Accolti in Italia con disprezzo, perché solo dei ladri, assassini, malfattori
fascisti potevano decidere di abbandonare il paradiso comunista jugoslavo.
Ricordo bene quando a Venezia arrivavano le motonavi con i profughi: appena
scesi sulla riva, erano accolti con insulti, sputi, minacce dai nostri
comunisti, radunati per l'accoglienza. Il treno che doveva trasportare gli
esuli giù verso le Marche e le Puglie, dai ferrovieri comunisti non fu lasciato
sostare alla stazione di Bologna per fare rifornimento d'acqua e di latte da
dare ai bambini.
Alla gente
che abitava l'oriente Adriatico, fu negato dal nostro governo il plebiscito che
avrebbe dimostrato come in quelle terre la stragrande maggioranza della
popolazione fosse italiana.
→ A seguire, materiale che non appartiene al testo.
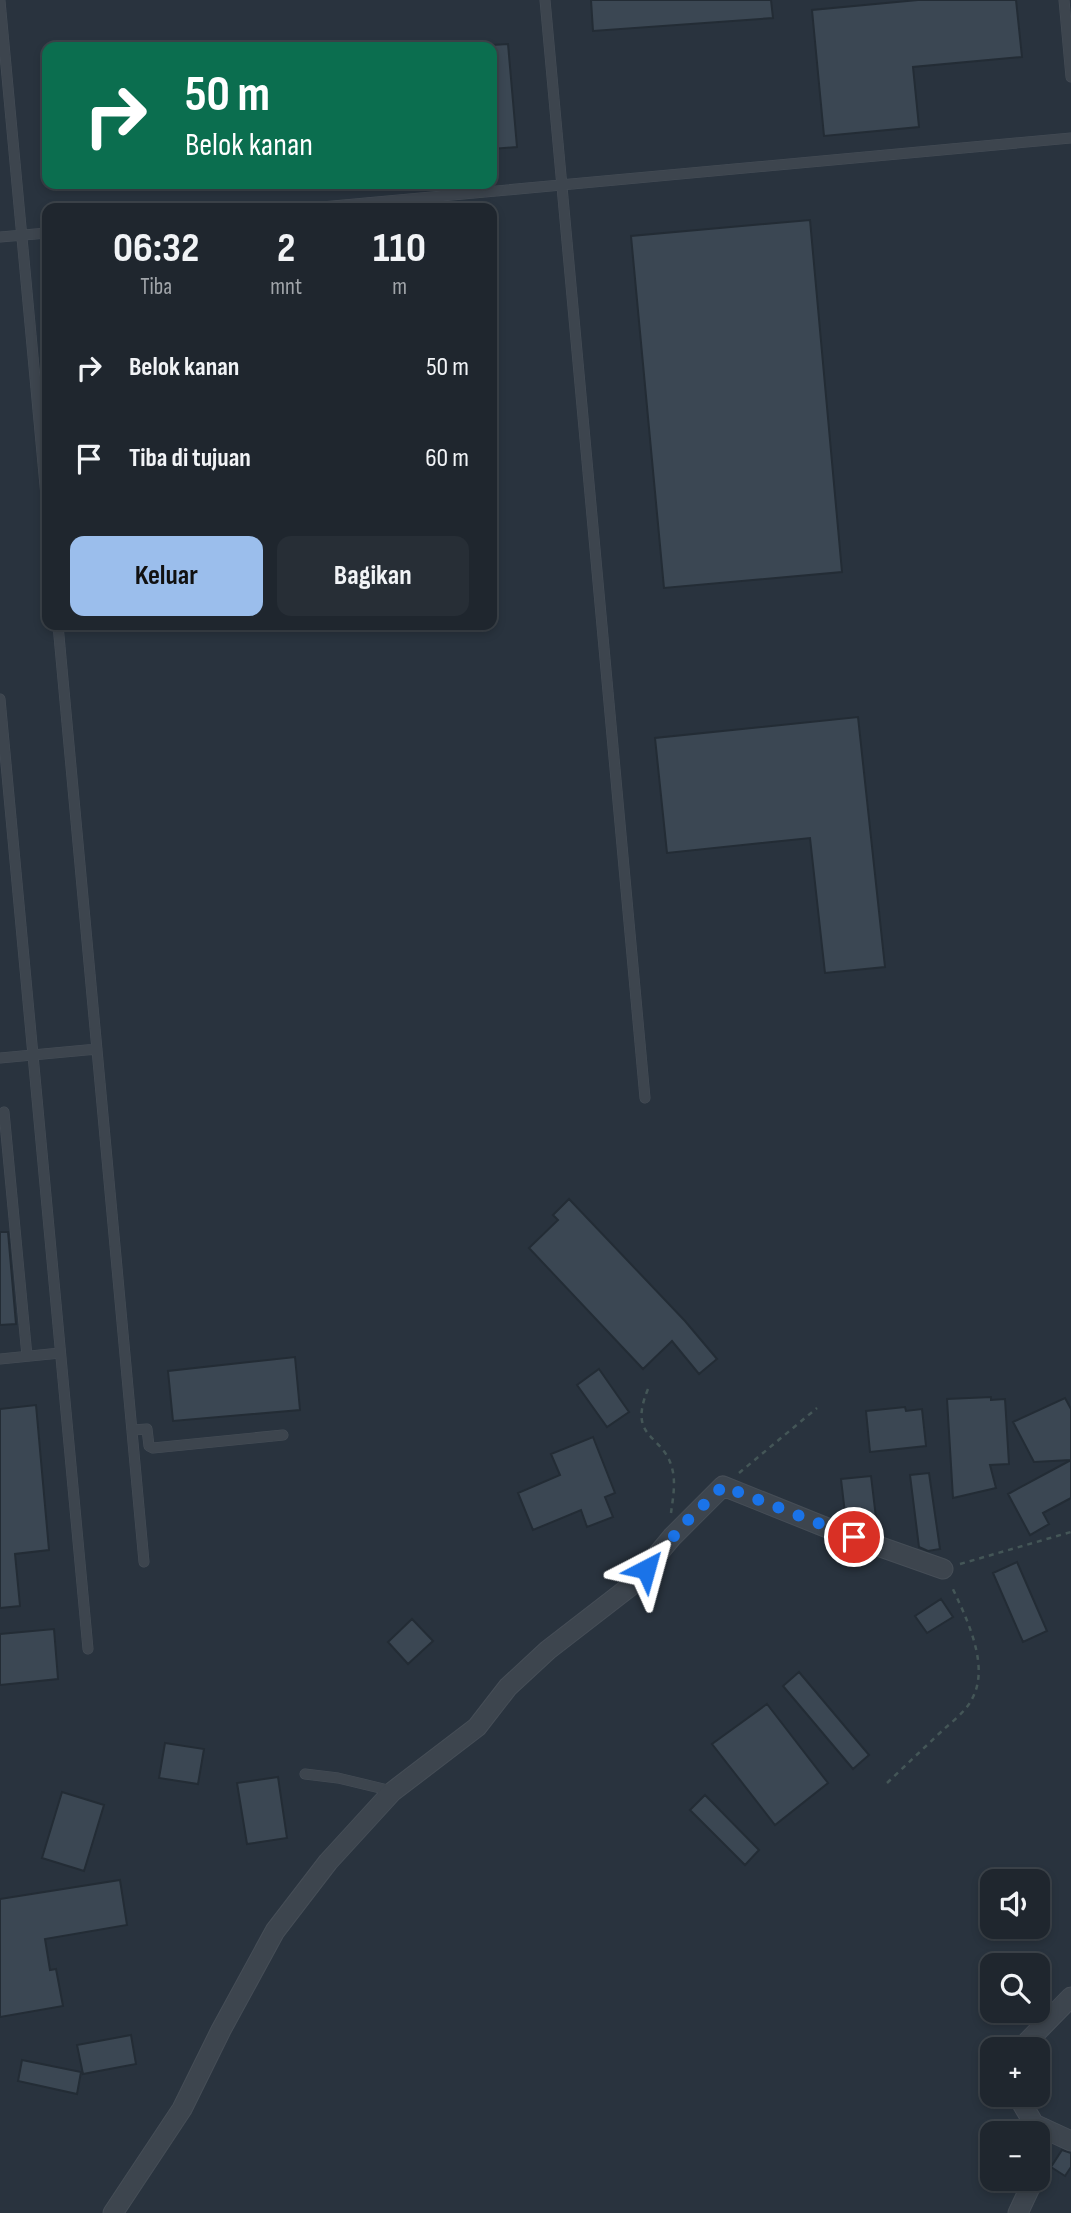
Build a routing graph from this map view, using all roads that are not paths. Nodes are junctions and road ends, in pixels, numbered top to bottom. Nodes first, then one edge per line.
1 (545, 0) edge
2 (1064, 0) edge
3 (0, 1) edge
4 (1071, 77) edge
5 (1071, 138) edge
6 (562, 185) junction
7 (366, 203) edge
8 (42, 233) edge
9 (22, 235) junction
10 (0, 237) edge
11 (42, 453) edge
12 (58, 630) edge
13 (0, 699) edge
14 (97, 1049) junction
15 (33, 1055) junction
16 (0, 1058) edge
17 (645, 1098) dead end
18 (4, 1112) dead end
19 (60, 1353) junction
20 (27, 1356) junction
21 (0, 1359) edge
22 (132, 1430) junction
23 (283, 1435) dead end
24 (144, 1562) dead end
25 (943, 1569) road end
26 (88, 1649) dead end
27 (305, 1774) dead end
28 (392, 1791) junction
29 (1071, 1997) edge
30 (1032, 2037) edge
31 (1050, 2134) edge
32 (1071, 2141) edge
33 (1028, 2191) edge
34 (113, 2213) edge
35 (1018, 2213) edge

1 - 6 lane
2 - 4 lane
3 - 9 lane
5 - 6 lane
6 - 7 lane
6 - 17 lane
8 - 9 lane
9 - 10 lane
9 - 11 lane
12 - 14 lane
13 - 15 lane
14 - 15 lane
14 - 22 lane
15 - 16 lane
15 - 19 lane
18 - 20 lane
19 - 20 lane
19 - 26 lane
20 - 21 lane
22 - 23 lane
22 - 24 lane
25 - 28 street
27 - 28 lane
28 - 34 street
29 - 30 street
31 - 32 street
33 - 35 street

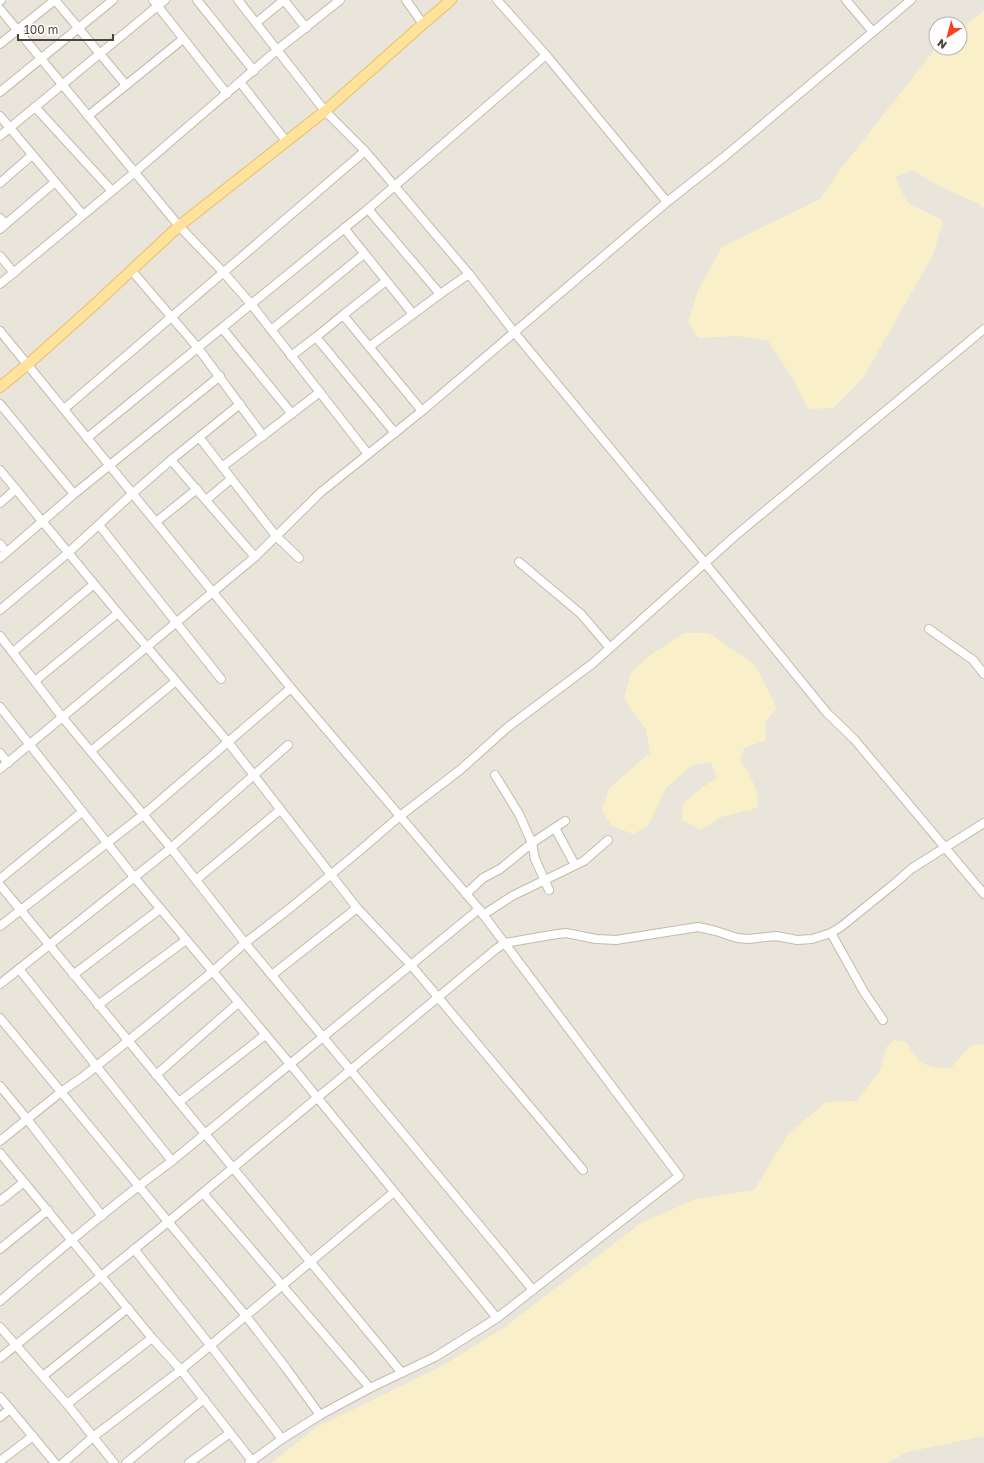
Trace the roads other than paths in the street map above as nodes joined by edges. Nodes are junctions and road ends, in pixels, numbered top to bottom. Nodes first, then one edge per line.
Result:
1 (55, 0) edge
2 (113, 0) edge
3 (165, 0) edge
4 (197, 0) edge
5 (238, 0) edge
6 (284, 0) edge
7 (340, 0) edge
8 (406, 0) edge
9 (451, 0) edge
10 (497, 0) edge
11 (846, 0) edge
12 (911, 0) edge
13 (156, 3) edge
14 (330, 3) edge
15 (0, 9) edge
16 (256, 23) junction
17 (423, 24) junction
18 (78, 28) junction
19 (306, 28) junction
20 (17, 30) junction
21 (873, 32) junction
22 (184, 39) junction
23 (0, 44) edge
24 (277, 50) junction
25 (100, 53) junction
26 (546, 55) junction
27 (41, 59) junction
28 (254, 71) junction
29 (240, 82) junction
30 (62, 84) junction
31 (126, 85) junction
32 (0, 92) edge
33 (227, 94) junction
34 (35, 107) junction
35 (325, 111) junction
36 (0, 116) edge
37 (88, 116) junction
38 (10, 128) junction
39 (0, 136) edge
40 (286, 141) junction
41 (365, 151) junction
42 (32, 156) junction
43 (135, 172) junction
44 (55, 182) junction
45 (0, 183) edge
46 (395, 186) junction
47 (112, 192) junction
48 (667, 202) junction
49 (368, 209) junction
50 (83, 216) junction
51 (2, 224) edge
52 (179, 226) junction
53 (344, 228) junction
54 (364, 254) junction
55 (0, 256) edge
56 (132, 271) junction
57 (14, 273) junction
58 (224, 273) junction
59 (469, 274) junction
60 (386, 281) junction
61 (0, 284) edge
62 (440, 294) junction
63 (251, 304) junction
64 (413, 314) junction
65 (343, 315) junction
66 (172, 317) junction
67 (222, 328) junction
68 (984, 329) edge
69 (271, 330) junction
70 (0, 331) edge
71 (514, 332) junction
72 (316, 337) junction
73 (369, 347) junction
74 (198, 348) junction
75 (291, 356) junction
76 (27, 365) junction
77 (220, 376) junction
78 (0, 387) edge
79 (320, 392) junction
80 (0, 404) edge
81 (240, 404) junction
82 (64, 409) junction
83 (422, 411) junction
84 (292, 414) junction
85 (395, 433) junction
86 (263, 436) junction
87 (199, 437) junction
88 (87, 438) junction
89 (368, 454) junction
90 (171, 460) junction
91 (109, 465) junction
92 (222, 467) junction
93 (0, 470) edge
94 (231, 479) junction
95 (16, 489) junction
96 (197, 489) junction
97 (74, 494) junction
98 (132, 494) junction
99 (206, 500) junction
100 (0, 503) edge
101 (42, 520) junction
102 (156, 522) junction
103 (99, 524) junction
104 (276, 536) junction
105 (0, 544) edge
106 (68, 553) junction
107 (3, 555) edge
108 (255, 557) junction
109 (299, 558) dead end
110 (519, 562) dead end
111 (705, 563) junction
112 (94, 584) junction
113 (213, 593) junction
114 (0, 610) edge
115 (118, 613) junction
116 (177, 622) junction
117 (929, 629) dead end
118 (0, 636) edge
119 (146, 647) junction
120 (610, 648) junction
121 (13, 652) junction
122 (984, 674) edge
123 (221, 679) dead end
124 (36, 681) junction
125 (176, 681) junction
126 (291, 688) junction
127 (0, 707) edge
128 (63, 718) junction
129 (228, 742) junction
130 (31, 744) junction
131 (288, 744) dead end
132 (91, 751) junction
133 (0, 753) edge
134 (8, 763) junction
135 (0, 769) edge
136 (495, 775) dead end
137 (253, 776) junction
138 (280, 810) junction
139 (82, 812) junction
140 (143, 815) junction
141 (400, 816) junction
142 (565, 821) dead end
143 (984, 823) edge
144 (555, 828) junction
145 (608, 840) dead end
146 (532, 843) junction
147 (107, 844) junction
148 (945, 846) junction
149 (171, 848) junction
150 (575, 865) junction
151 (331, 874) junction
152 (134, 877) junction
153 (0, 879) edge
154 (544, 879) junction
155 (196, 880) junction
156 (0, 884) edge
157 (549, 890) dead end
158 (466, 894) junction
159 (984, 894) edge
160 (160, 908) junction
161 (357, 908) junction
162 (20, 911) junction
163 (481, 912) junction
164 (0, 926) edge
165 (831, 933) junction
166 (186, 940) junction
167 (245, 943) junction
168 (505, 943) junction
169 (49, 946) junction
170 (411, 965) junction
171 (19, 969) junction
172 (212, 972) junction
173 (73, 975) junction
174 (272, 975) junction
175 (0, 984) edge
176 (439, 998) junction
177 (238, 1003) junction
178 (98, 1005) junction
179 (0, 1018) edge
180 (882, 1020) dead end
181 (265, 1035) junction
182 (324, 1036) junction
183 (128, 1041) junction
184 (290, 1064) junction
185 (96, 1067) junction
186 (351, 1070) junction
187 (156, 1075) junction
188 (0, 1086) edge
189 (61, 1092) junction
190 (317, 1098) junction
191 (179, 1102) junction
192 (27, 1119) junction
193 (205, 1134) junction
194 (0, 1141) edge
195 (0, 1153) edge
196 (172, 1161) junction
197 (233, 1168) junction
198 (583, 1170) dead end
199 (24, 1182) junction
200 (139, 1185) junction
201 (394, 1192) junction
202 (203, 1193) junction
203 (0, 1201) edge
204 (48, 1210) junction
205 (102, 1216) junction
206 (168, 1222) junction
207 (72, 1240) junction
208 (134, 1248) junction
209 (0, 1250) edge
210 (311, 1262) junction
211 (101, 1275) junction
212 (282, 1286) junction
213 (533, 1290) junction
214 (0, 1301) edge
215 (128, 1308) junction
216 (246, 1316) junction
217 (497, 1318) junction
218 (0, 1327) edge
219 (152, 1338) junction
220 (15, 1345) junction
221 (210, 1345) junction
222 (0, 1358) edge
223 (181, 1370) junction
224 (402, 1373) junction
225 (43, 1376) junction
226 (370, 1388) junction
227 (0, 1397) edge
228 (204, 1400) junction
229 (67, 1404) junction
230 (10, 1409) junction
231 (320, 1415) junction
232 (0, 1417) edge
233 (230, 1433) junction
234 (33, 1436) junction
235 (93, 1437) junction
236 (282, 1439) junction
237 (0, 1461) edge
238 (251, 1462) edge
239 (54, 1463) edge
240 (63, 1463) edge
241 (114, 1463) edge
242 (126, 1463) edge
243 (189, 1463) edge

1 - 18 street
1 - 20 street
2 - 18 street
3 - 13 street
4 - 28 street
5 - 16 street
6 - 16 street
6 - 19 street
7 - 14 street
8 - 17 street
9 - 17 main road
10 - 26 street
11 - 21 street
12 - 21 street
13 - 22 street
13 - 25 street
14 - 19 street
15 - 20 street
16 - 24 street
17 - 35 main road
18 - 25 street
18 - 27 street
19 - 24 street
20 - 23 street
20 - 27 street
21 - 48 street
22 - 31 street
22 - 33 street
24 - 28 street
24 - 35 street
25 - 30 street
25 - 31 street
26 - 46 street
26 - 48 street
27 - 30 street
27 - 32 street
28 - 29 street
29 - 33 street
29 - 40 street
30 - 34 street
30 - 37 street
31 - 37 street
33 - 43 street
34 - 38 street
34 - 47 street
35 - 40 main road
35 - 41 street
36 - 38 street
37 - 43 street
38 - 39 street
38 - 42 street
40 - 52 main road
41 - 46 street
41 - 58 street
42 - 44 street
42 - 45 street
43 - 47 street
43 - 52 street
44 - 50 street
44 - 51 street
46 - 49 street
46 - 59 street
47 - 50 street
48 - 71 street
49 - 53 street
49 - 62 street
50 - 57 street
52 - 56 main road
52 - 58 street
53 - 54 street
53 - 63 street
54 - 60 street
54 - 69 street
55 - 57 street
56 - 66 street
56 - 76 main road
57 - 61 street
58 - 63 street
58 - 66 street
59 - 62 street
59 - 71 street
60 - 64 street
60 - 65 street
62 - 64 street
63 - 67 street
63 - 69 street
64 - 73 street
65 - 72 street
65 - 73 street
66 - 74 street
66 - 82 street
67 - 74 street
67 - 84 street
68 - 111 street
69 - 75 street
70 - 76 street
71 - 83 street
71 - 111 street
72 - 75 street
72 - 85 street
73 - 83 street
74 - 77 street
74 - 88 street
75 - 79 street
76 - 78 main road
76 - 82 street
77 - 81 street
77 - 91 street
79 - 84 street
79 - 89 street
80 - 97 street
81 - 86 street
81 - 87 street
82 - 88 street
83 - 85 street
84 - 86 street
85 - 89 street
86 - 92 street
87 - 90 street
87 - 92 street
88 - 91 street
89 - 104 street
90 - 96 street
90 - 98 street
91 - 97 street
91 - 98 street
92 - 94 street
93 - 95 street
94 - 99 street
94 - 104 street
95 - 100 street
95 - 101 street
96 - 99 street
96 - 102 street
97 - 101 street
98 - 102 street
98 - 103 street
99 - 108 street
101 - 106 street
101 - 107 street
102 - 113 street
103 - 106 street
103 - 116 street
104 - 108 street
104 - 109 street
105 - 107 street
106 - 112 street
106 - 114 street
108 - 113 street
110 - 120 street
111 - 120 street
111 - 148 street
112 - 115 street
112 - 121 street
113 - 116 street
113 - 126 street
115 - 119 street
115 - 124 street
116 - 119 street
116 - 123 street
117 - 122 street
118 - 121 street
119 - 125 street
119 - 128 street
120 - 141 street
121 - 124 street
124 - 128 street
125 - 129 street
125 - 132 street
126 - 129 street
126 - 141 street
127 - 130 street
128 - 130 street
128 - 132 street
129 - 137 street
129 - 140 street
130 - 134 street
130 - 139 street
131 - 137 street
132 - 140 street
133 - 134 street
134 - 135 street
136 - 146 street
137 - 138 street
137 - 149 street
138 - 151 street
138 - 155 street
139 - 147 street
139 - 153 street
140 - 147 street
140 - 149 street
141 - 151 street
141 - 158 street
142 - 144 street
143 - 148 street
144 - 146 street
144 - 150 street
145 - 150 street
146 - 154 street
146 - 158 street
147 - 152 street
147 - 162 street
148 - 159 street
148 - 165 street
149 - 152 street
149 - 155 street
150 - 154 street
151 - 161 street
151 - 167 street
152 - 160 street
152 - 169 street
154 - 157 street
154 - 163 street
155 - 167 street
156 - 162 street
158 - 163 street
160 - 166 street
160 - 173 street
161 - 170 street
161 - 174 street
162 - 164 street
162 - 169 street
163 - 168 street
163 - 170 street
165 - 168 street
165 - 180 street
166 - 172 street
166 - 178 street
167 - 172 street
167 - 174 street
168 - 176 street
168 - 213 street
169 - 171 street
169 - 173 street
170 - 176 street
170 - 182 street
171 - 175 street
171 - 185 street
172 - 177 street
172 - 183 street
173 - 178 street
174 - 182 street
176 - 186 street
176 - 198 street
177 - 181 street
177 - 187 street
178 - 183 street
179 - 189 street
181 - 184 street
181 - 191 street
182 - 184 street
182 - 186 street
183 - 185 street
183 - 187 street
184 - 190 street
184 - 193 street
185 - 189 street
185 - 196 street
186 - 190 street
186 - 213 street
187 - 191 street
188 - 192 street
189 - 192 street
189 - 200 street
190 - 197 street
190 - 201 street
191 - 193 street
192 - 194 street
192 - 205 street
193 - 196 street
193 - 197 street
195 - 199 street
196 - 200 street
197 - 202 street
197 - 210 street
199 - 203 street
199 - 204 street
200 - 205 street
200 - 206 street
201 - 210 street
201 - 217 street
202 - 206 street
202 - 212 street
204 - 207 street
204 - 209 street
205 - 207 street
206 - 208 street
206 - 216 street
207 - 211 street
207 - 214 street
208 - 211 street
208 - 221 street
210 - 212 street
210 - 224 street
211 - 215 street
211 - 220 street
212 - 216 street
212 - 226 street
213 - 217 street
215 - 219 street
215 - 225 street
216 - 221 street
216 - 231 street
217 - 224 street
218 - 220 street
219 - 223 street
219 - 229 street
220 - 222 street
220 - 225 street
221 - 223 street
221 - 236 street
223 - 228 street
223 - 235 street
224 - 226 street
225 - 229 street
226 - 231 street
227 - 230 street
228 - 233 street
228 - 242 street
229 - 235 street
230 - 232 street
230 - 234 street
231 - 236 street
233 - 238 street
233 - 243 street
234 - 237 street
234 - 239 street
235 - 240 street
235 - 241 street
236 - 238 street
Prudente, De Gasperi pensava che l'esito del
plebiscito avrebbe turbato gli equilibri internazionali e interni col PCI. A
quel tempo, Togliatti aveva fatto affiggere questo manifesto a sua firma:
«Lavoratori di Trieste, il vostro dovere è accogliere le truppe di Tito come liberatrici
e collaborare con esse nel modo più stretto». Per esempio, sostenendo, come
voleva il Migliore, che il confine italiano fosse sull'Isonzo, lasciando a Tito
Trieste e la Venezia Giulia.
I liberatori
comunisti non potevano essere degli assassini: e così, sotto lo sguardo
ipocrita dell'Italia repubblicana, con la vergognosa collaborazione degli
storici comunisti, disposti a scrivere nei loro libri il falso, quella tragedia
sparisce, non è mai accaduta. Ma il cammino trionfale della Storia dei vincitori
si distrae e la verità incomincia ad affiorare. Non si dice con ottimismo che
il tempo è galantuomo? Stavolta sembra di sì. Il 10 febbraio (giorno della
firma a Parigi nel 1947 del trattato di pace) viene istituita nel marzo 2004 la
«Giornata del ricordo», per celebrare la memoria dei trucidati nelle foibe e di
coloro che patirono l'esilio dalle terre istriane, dalmate, giuliane. Ci sono
voluti sessant'anni per incominciare a restituire un po' di verità alla Storia:
adesso sarebbe un bel gesto che il nuovo Presidente della Repubblica onorasse
questa verità ritrovata, recandosi al mausoleo sulla foiba di Basovizza per
chiedere scusa alle migliaia di italiani dimenticati, offesi, umiliati,
massacrati soltanto perché volevano rimanere italiani.